The following is a selection of material from the book. You can read more at Amazon. (No purchase or login required.)



It wasn’t just in Britain that young men were offering to serve King and country in the war against Germany. Throughout the British Empire men from all walks of life were coming forward eager to join up. In Australia, Frederick Warren Muir, a twenty-one-year-old trainee solicitor from Unanderra, a small settlement 100 km south of Sydney, was one of thousands wanting to enlist.

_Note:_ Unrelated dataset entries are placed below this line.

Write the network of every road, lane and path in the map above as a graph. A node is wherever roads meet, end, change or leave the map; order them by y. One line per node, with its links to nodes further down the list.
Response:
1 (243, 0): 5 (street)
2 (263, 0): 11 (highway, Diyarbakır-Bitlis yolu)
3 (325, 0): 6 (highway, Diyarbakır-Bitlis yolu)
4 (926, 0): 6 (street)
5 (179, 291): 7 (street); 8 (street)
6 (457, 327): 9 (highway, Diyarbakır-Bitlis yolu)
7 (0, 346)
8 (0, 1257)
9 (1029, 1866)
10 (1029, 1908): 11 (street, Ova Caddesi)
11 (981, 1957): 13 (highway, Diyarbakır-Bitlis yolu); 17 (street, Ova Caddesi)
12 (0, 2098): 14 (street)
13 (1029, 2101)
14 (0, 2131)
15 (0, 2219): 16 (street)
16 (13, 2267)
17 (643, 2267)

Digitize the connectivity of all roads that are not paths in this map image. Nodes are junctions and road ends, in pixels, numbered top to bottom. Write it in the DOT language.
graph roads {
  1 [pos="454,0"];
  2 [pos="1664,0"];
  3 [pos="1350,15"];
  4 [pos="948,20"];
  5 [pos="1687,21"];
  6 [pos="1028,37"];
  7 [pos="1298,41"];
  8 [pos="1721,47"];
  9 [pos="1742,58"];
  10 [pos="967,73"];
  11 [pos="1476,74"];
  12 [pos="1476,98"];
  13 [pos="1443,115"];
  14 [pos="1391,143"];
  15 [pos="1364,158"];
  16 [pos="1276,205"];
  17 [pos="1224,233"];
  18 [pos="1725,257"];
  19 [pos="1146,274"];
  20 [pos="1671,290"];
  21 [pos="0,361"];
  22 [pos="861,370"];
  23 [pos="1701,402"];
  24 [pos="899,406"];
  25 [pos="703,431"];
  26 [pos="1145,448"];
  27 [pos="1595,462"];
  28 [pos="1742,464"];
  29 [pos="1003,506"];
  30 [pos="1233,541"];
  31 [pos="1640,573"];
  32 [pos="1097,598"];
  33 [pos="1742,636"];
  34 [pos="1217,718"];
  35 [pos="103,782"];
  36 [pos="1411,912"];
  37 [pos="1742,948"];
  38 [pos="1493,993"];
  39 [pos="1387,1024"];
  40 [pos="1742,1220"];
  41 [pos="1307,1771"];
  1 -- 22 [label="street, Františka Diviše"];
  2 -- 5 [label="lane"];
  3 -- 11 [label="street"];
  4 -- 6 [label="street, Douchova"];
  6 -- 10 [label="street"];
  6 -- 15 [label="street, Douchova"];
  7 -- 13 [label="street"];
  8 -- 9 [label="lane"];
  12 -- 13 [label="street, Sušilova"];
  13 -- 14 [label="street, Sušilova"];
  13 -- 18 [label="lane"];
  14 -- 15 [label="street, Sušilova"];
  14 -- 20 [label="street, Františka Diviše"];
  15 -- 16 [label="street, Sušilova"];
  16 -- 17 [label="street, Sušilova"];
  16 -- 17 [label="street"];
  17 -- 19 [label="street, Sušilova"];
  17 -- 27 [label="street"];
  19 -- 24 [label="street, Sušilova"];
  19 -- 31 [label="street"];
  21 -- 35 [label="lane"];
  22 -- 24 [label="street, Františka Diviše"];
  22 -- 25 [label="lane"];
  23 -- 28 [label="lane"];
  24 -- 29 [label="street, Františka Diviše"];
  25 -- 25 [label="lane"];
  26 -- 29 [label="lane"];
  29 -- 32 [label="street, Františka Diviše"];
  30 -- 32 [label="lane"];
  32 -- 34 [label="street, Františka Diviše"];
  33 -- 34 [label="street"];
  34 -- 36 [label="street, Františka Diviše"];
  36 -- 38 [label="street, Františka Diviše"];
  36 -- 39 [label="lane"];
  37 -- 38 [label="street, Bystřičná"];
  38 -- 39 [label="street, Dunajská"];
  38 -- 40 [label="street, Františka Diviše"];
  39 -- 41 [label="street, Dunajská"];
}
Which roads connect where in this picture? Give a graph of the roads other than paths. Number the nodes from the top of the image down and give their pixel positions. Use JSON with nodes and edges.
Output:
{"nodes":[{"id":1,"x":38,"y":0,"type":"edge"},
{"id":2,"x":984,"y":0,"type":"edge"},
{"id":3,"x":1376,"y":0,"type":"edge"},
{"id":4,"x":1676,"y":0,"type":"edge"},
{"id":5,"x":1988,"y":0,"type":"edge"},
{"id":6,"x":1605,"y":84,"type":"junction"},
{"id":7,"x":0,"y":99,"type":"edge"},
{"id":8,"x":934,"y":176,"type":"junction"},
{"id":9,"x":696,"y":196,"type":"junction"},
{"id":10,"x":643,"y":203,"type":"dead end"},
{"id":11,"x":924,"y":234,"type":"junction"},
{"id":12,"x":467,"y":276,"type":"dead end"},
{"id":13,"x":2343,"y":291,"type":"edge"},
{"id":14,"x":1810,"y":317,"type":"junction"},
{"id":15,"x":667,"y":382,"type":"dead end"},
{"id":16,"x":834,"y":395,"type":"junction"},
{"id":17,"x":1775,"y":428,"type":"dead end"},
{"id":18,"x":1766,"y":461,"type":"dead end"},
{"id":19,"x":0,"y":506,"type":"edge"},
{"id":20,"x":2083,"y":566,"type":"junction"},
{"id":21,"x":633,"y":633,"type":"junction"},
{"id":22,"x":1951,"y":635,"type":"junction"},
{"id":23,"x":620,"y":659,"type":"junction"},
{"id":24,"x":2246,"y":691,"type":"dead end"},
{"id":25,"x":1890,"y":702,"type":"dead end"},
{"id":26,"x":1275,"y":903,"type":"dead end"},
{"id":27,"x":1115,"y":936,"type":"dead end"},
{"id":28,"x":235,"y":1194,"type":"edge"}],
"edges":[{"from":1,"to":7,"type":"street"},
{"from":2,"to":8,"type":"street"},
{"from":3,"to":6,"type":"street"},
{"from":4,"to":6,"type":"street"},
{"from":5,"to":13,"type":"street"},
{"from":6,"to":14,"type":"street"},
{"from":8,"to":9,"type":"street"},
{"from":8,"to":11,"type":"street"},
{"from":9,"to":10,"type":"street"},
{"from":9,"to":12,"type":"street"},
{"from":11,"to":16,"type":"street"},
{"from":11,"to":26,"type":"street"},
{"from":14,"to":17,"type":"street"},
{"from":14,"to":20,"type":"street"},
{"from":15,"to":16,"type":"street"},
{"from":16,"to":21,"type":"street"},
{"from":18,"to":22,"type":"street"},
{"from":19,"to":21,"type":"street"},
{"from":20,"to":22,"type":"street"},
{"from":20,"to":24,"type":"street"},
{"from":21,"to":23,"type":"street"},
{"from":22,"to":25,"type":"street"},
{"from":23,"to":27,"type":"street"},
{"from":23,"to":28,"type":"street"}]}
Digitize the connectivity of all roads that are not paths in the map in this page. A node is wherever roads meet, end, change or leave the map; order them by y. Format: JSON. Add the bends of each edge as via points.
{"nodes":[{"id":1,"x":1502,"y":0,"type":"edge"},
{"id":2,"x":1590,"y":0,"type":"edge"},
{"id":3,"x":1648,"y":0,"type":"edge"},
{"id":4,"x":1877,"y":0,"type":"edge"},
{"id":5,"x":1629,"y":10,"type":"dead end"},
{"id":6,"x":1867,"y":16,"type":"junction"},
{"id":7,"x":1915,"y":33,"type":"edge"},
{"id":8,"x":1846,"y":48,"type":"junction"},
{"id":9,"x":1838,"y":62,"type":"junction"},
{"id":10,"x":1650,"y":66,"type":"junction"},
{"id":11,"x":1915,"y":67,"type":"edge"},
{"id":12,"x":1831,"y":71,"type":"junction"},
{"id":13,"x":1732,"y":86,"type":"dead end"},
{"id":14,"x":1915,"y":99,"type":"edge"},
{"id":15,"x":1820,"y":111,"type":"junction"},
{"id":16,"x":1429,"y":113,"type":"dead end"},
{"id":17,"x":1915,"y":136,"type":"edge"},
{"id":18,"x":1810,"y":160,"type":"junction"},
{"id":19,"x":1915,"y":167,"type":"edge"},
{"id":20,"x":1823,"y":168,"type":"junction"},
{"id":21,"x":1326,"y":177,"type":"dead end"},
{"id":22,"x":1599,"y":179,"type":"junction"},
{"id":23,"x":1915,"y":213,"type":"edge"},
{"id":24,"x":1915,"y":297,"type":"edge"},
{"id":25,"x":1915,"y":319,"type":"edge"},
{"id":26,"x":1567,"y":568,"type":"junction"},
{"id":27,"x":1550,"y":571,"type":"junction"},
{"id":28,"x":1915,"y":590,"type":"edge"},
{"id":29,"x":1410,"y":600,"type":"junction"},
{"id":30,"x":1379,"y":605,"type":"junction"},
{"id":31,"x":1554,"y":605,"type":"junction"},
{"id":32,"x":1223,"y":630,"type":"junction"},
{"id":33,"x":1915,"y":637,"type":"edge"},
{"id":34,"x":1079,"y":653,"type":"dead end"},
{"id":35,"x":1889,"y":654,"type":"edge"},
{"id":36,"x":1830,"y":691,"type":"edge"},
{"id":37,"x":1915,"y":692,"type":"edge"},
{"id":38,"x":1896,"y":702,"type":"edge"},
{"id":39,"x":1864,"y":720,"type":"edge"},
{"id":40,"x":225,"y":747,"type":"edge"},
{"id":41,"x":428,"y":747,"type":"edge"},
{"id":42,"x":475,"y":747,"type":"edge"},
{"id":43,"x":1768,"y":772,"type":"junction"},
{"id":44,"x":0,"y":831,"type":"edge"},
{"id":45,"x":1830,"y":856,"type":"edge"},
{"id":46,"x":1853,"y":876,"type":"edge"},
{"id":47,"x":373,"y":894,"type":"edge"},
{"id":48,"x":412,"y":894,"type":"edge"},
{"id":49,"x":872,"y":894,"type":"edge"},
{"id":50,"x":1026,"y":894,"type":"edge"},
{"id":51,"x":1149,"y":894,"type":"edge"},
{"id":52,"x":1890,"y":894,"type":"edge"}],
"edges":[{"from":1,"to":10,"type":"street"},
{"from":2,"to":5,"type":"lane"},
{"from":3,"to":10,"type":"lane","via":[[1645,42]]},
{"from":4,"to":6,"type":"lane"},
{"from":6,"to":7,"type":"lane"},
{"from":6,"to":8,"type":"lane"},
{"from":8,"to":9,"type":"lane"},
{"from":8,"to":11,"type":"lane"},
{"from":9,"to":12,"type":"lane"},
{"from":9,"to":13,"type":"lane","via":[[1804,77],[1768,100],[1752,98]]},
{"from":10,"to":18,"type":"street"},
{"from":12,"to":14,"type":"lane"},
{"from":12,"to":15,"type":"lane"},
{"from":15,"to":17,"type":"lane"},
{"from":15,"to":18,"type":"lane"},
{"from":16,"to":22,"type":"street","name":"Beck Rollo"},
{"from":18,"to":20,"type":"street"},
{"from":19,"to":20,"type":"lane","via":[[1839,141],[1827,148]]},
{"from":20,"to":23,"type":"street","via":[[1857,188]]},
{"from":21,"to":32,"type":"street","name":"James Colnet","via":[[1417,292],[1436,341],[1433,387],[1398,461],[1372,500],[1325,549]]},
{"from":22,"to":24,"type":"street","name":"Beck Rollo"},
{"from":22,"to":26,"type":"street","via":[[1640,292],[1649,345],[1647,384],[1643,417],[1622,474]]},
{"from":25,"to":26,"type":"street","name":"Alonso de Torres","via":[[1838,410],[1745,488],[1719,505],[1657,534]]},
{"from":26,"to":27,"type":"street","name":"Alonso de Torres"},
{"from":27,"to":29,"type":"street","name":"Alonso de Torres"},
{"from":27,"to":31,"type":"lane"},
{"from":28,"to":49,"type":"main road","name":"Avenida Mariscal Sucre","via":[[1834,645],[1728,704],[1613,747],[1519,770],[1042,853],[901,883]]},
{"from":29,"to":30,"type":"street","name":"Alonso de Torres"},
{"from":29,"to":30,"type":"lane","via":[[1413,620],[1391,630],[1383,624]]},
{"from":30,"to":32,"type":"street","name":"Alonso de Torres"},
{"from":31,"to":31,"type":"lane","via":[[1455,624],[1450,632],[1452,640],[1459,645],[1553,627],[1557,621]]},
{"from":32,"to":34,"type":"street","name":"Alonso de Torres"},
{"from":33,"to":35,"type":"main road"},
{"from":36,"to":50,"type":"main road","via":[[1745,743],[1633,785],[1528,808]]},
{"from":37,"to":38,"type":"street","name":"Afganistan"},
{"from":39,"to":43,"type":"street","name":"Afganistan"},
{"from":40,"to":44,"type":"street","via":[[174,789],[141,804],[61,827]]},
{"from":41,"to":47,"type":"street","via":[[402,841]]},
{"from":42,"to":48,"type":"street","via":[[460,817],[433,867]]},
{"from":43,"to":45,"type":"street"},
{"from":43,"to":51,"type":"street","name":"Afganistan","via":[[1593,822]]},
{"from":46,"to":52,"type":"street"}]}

Fred’s mother, Alice, must have found it extremely hard when her son broke the news that he wanted to join the war in Europe. Fred’s father had died when Fred was just one year old, leaving Alice, who ran the local post office, to bring up Fred and his older brother James alone. A few years later, Alice suffered another terrible loss when James was shot dead at the bank where he had taken his first job. He was just eighteen years old.1

Although she had remarried and had two young daughters with her new husband, Fred was now her only son. He also had the prospects of a promising career following in his father’s footsteps as a solicitor. Perhaps his mother asked him not to go, but like many Australians Fred felt a sense of loyalty to Britain and the Empire pulling him to a conflict on the other side of the world.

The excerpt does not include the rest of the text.